Bei solchen Gedanken erscheint es mir immer sinnvoll, Fakt und Fiktion auseinander zu halten. Diese Medikamente, von denen wir hier sprechen, gibt es noch nicht – und die Meinung gehen darüber auseinander, ob sie in Sicht sind. Andererseits lässt sich aber nicht leugnen, dass bereits ein gewisses Maß an Missbrauch stattfindet: In Berufen, die extrem anstrengend sind und bei denen es um viel Geld geht, greifen die Leute sicher tendenziell öfter zu aufputschenden Drogen und Medikamenten wie Kokain oder Amphetamin. Ein Psychiater erzählte sogar einmal, zu ihm würden manchmal Manager kommen, die ihn nach einem Medikament fragten, das so gut wirke wie Kokain aber ohne die Abhängigkeit und Nebenwirkungen hervorzurufen.

Es ist eine naive Hoffnung, ein Medikament gegen Demenz würde im Gesunden zu einer Verbesserung führen.

Viele haben die naive Hoffnung, bei der Forschung nach Alzheimermedikamenten, um nur ein Beispiel zu nennen, würde früher oder später schon ein Mittel zum „Denkdoping“ abfallen – was die geistige Leistungsfähigkeit eines kranken Menschen steigere, müsse das auch nicht beim Gesunden helfen? Was das Gehirn betrifft, gilt aber gerade nicht die Regel: Viel hilft viel. Vielmehr ist für ein optimales Funktionieren das richtige Zusammenspiel verschiedener Regelkreise essentiell. Wer etwa den Dopaminspiegel in seinem Gehirn erhöht, garantiert damit nicht ein größeres Glücksempfinden und mehr Motivation, sondern vor allem das Risiko zu Halluzinationen oder gar Wahnvorstellungen. Ließen sich bestimmte geistige Erkrankungen also durch mehr Neurotransmitter beheben, kann man daraus nicht schließen, dass die Wirkung im gesunden Gehirn ähnlich wäre.

Würden wir uns vom operierenden Arzt oder Techniker im Atomkraftwerk vielleicht sogar wünschen, sie nähmen diese Mittel?

Thorsten Galert hat versucht, dem kritischen Beispiel der Anruferin mit einem Gedankenexperiment zu begegnen: Stellen Sie sich vor, ein Chirurg müsste bei Ihnen eine schwierige Operation vornehmen. Gelingt die OP, dann sind Sie gesund; macht er etwas falsch, werden Sie zum Pflegefall. Nun hat der Chirurg bereits viele Arbeitsstunden hinter sich und seine Hände zittern etwas – würden Sie es sich in diesem Fall nicht sogar wünschen, der Arzt nehme ein geistiges Dopingmittel? Die Frau ließ sich darauf überhaupt nicht ein; einerseits mag man es nachvollziehen, dass sich jemand in einem derart emotional besetzten Thema nicht auf Gedankenexperimente einlässt, andererseits wollte Thorsten damit ja bloß zeigen, dass es bestimmte Situationen geben könnte, in denen wir zu einem anderen Ergebnis kämen, als die Mittel pauschal zu verteufeln. Während man also durchaus die Forderung der Chefin, man solle doch eine Pille nehmen und den Bericht schnell noch fertig schreiben, ablehnen könnte, könnte man den Fall des Chirurgen sogar begrüßen.
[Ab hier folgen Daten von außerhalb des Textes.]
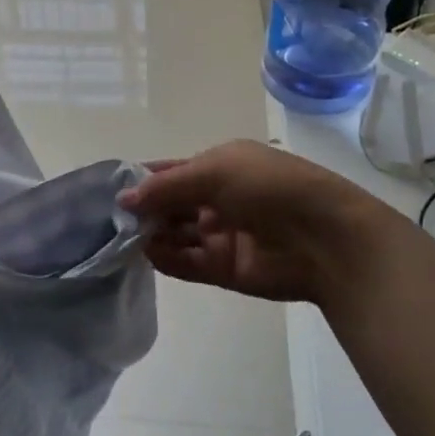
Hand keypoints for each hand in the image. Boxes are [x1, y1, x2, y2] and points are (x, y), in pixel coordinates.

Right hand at [117, 140, 396, 305]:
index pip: (173, 172)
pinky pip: (188, 263)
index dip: (144, 179)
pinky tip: (145, 254)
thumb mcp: (215, 171)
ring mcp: (222, 235)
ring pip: (176, 235)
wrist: (325, 238)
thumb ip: (167, 186)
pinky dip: (166, 259)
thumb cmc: (270, 188)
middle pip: (171, 205)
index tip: (111, 189)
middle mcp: (219, 199)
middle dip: (144, 209)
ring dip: (151, 234)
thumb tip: (125, 198)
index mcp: (221, 166)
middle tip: (108, 218)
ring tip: (120, 237)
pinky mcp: (225, 269)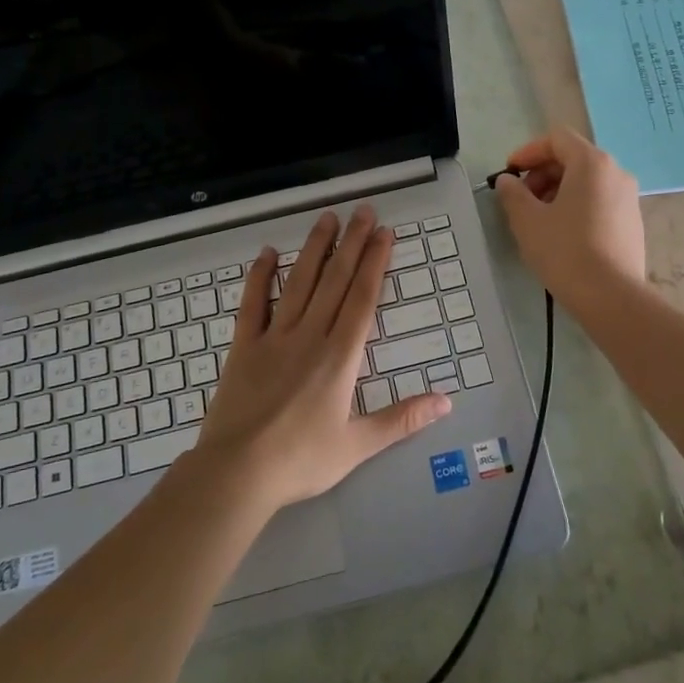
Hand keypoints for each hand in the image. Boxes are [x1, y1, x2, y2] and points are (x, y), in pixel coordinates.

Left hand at [192, 206, 451, 513]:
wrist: (237, 472)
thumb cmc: (300, 460)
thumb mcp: (357, 445)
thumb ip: (401, 420)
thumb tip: (446, 403)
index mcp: (340, 356)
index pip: (363, 298)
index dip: (375, 263)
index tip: (384, 233)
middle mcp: (309, 335)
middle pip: (335, 280)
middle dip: (352, 243)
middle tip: (364, 210)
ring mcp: (273, 337)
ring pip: (299, 282)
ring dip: (315, 248)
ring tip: (327, 218)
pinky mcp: (243, 346)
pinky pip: (253, 304)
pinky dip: (260, 277)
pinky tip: (267, 252)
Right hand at [493, 126, 645, 312]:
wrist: (611, 297)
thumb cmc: (565, 251)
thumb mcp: (527, 220)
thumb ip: (512, 193)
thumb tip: (508, 181)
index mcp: (592, 163)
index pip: (556, 139)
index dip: (528, 152)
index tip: (509, 174)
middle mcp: (616, 173)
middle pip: (573, 158)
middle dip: (542, 173)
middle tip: (521, 199)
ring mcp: (629, 198)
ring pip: (587, 182)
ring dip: (558, 191)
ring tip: (538, 219)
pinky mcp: (632, 223)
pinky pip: (600, 201)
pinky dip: (577, 206)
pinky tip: (562, 234)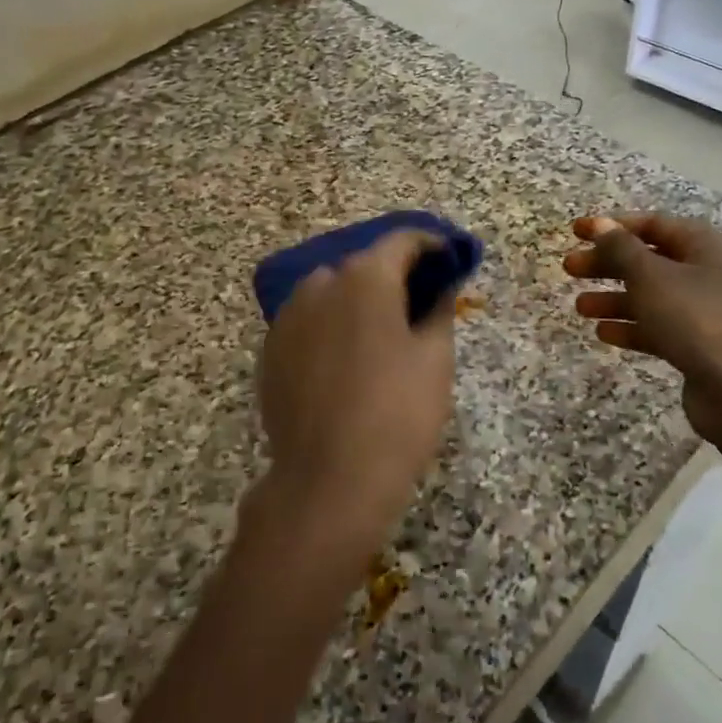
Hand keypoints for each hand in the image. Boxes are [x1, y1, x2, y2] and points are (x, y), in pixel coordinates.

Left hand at [255, 230, 455, 554]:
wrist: (327, 481)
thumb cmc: (396, 415)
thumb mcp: (435, 360)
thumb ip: (439, 310)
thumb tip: (439, 287)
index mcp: (365, 279)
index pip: (402, 241)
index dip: (431, 245)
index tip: (450, 260)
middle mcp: (320, 285)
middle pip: (364, 265)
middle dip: (394, 275)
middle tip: (420, 302)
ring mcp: (288, 317)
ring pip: (331, 292)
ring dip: (358, 300)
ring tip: (381, 333)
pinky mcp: (271, 350)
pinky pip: (309, 322)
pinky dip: (331, 326)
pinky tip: (346, 359)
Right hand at [563, 213, 721, 443]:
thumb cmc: (695, 318)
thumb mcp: (651, 276)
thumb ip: (621, 248)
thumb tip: (600, 224)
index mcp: (705, 244)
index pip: (653, 224)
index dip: (611, 226)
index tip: (575, 231)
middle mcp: (709, 271)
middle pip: (649, 259)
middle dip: (607, 264)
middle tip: (569, 269)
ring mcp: (705, 309)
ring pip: (651, 295)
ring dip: (614, 298)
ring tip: (579, 307)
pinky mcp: (699, 344)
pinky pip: (658, 326)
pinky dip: (631, 326)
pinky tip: (603, 333)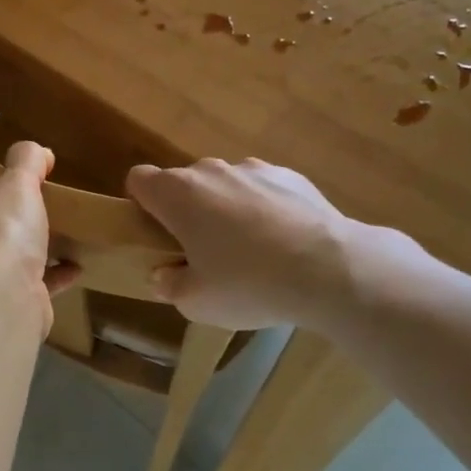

Für Philosophen sind solche Überlegungen wichtig, um zu überprüfen, ob es nicht wenigstens Einzelfälle gibt, in denen eine andere Bewertung vorgenommen werden muss. Würde einem kein solches Beispiel einfallen, und sei es hypothetischer Art, dann könnte man sich die Mühe, über das „Denkdoping“ nachzudenken, getrost sparen; fällt einem jedoch ein solcher Fall ein, dann ist es philosophisch ergiebig, die Gründe für den Unterschied herauszuarbeiten und ihn mit anderen Situationen zu vergleichen. So könnte man zum Beispiel zu dem Ergebnis kommen, dass „Denkdoping“ zwar keine allgemein gesellschaftlich verfügbare Technologie sein sollte, zum Beispiel aufgrund des indirekten Zwangs und mangelnder Verteilungsgerechtigkeit, es aber bestimmte Berufe gibt, nämlich dort, wo es um Menschenleben geht, in denen man dazu greifen dürfte – oder die Mittel sogar vom Arbeitgeber bezahlt werden müssten.

Freilich sollte man aber gängige Alternativen prüfen, bevor man die „Lizenz zum Dopen“ verteilt: Gäbe es mehr Ärzte, würde dann der Chirurg womöglich nicht mit zitternden Händen am OP-Tisch stehen? Wären die Anforderungen nicht so überzogen, würden sich dann die Menschen noch nach Drogen und Medikamenten sehnen, um leistungsfähiger zu werden? Das macht deutlich, dass die große Nachfrage nach Psychopharmakologie selbst ein Symptom einer Zeit ist, in der Ruhe und Erholung als immer unwichtiger eingestuft werden und in der die geistige Leistungsfähigkeit als das größte Gut angesehen wird. Brauchen wir gegen diese Fehleinschätzung eine Pille oder gelingt es uns womöglich mit unserem gesunden Menschenverstand, zu einer realistischeren Bewertung unserer Fähigkeiten zu gelangen?

 

Die komplette Sendung mit Thorsten Galert lässt sich hier downloaden.

 

Literatur:

Schleim, S. (2005). Dragee zum Glück? Artikel in Gehirn&Geist 12/05 (Wiederabdruck in dem neuen Dossier: Die Zukunft des Gehirns).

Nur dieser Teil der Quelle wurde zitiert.